The problem:
Pull every line with "Melrose" from the entries below.

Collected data
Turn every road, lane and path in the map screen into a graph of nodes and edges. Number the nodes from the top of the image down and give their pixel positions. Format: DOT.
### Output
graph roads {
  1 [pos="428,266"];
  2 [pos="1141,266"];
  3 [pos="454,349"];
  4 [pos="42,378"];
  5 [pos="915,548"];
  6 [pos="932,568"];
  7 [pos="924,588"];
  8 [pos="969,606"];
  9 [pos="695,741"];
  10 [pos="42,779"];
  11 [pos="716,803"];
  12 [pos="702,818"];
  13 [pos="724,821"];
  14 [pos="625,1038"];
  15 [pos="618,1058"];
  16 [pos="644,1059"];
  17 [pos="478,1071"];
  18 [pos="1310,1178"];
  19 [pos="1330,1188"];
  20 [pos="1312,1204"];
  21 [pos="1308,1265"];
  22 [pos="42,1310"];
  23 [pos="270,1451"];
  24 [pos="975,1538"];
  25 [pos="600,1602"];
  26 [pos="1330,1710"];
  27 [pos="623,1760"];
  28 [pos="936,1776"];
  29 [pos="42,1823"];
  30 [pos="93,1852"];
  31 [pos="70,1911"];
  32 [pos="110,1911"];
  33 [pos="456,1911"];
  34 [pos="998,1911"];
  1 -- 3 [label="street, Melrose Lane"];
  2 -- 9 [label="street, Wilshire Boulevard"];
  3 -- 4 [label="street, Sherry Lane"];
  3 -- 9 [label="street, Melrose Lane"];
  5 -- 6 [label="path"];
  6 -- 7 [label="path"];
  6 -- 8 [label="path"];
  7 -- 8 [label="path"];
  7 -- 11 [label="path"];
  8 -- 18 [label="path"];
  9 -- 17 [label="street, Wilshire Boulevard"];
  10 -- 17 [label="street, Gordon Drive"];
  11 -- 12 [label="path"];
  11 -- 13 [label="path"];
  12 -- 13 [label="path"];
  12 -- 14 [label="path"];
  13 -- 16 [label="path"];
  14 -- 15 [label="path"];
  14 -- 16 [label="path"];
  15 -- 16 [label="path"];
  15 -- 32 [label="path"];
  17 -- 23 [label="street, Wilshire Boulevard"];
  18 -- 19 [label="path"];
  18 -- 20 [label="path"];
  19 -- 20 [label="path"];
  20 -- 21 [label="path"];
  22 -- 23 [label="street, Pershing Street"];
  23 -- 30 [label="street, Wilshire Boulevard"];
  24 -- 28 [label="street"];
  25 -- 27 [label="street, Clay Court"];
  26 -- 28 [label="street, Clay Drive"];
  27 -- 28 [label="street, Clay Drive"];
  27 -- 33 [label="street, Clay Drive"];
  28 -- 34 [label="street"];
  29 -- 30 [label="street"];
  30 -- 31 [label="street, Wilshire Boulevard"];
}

Result:
  1 -- 3 [label="street, Melrose Lane"];
  3 -- 9 [label="street, Melrose Lane"];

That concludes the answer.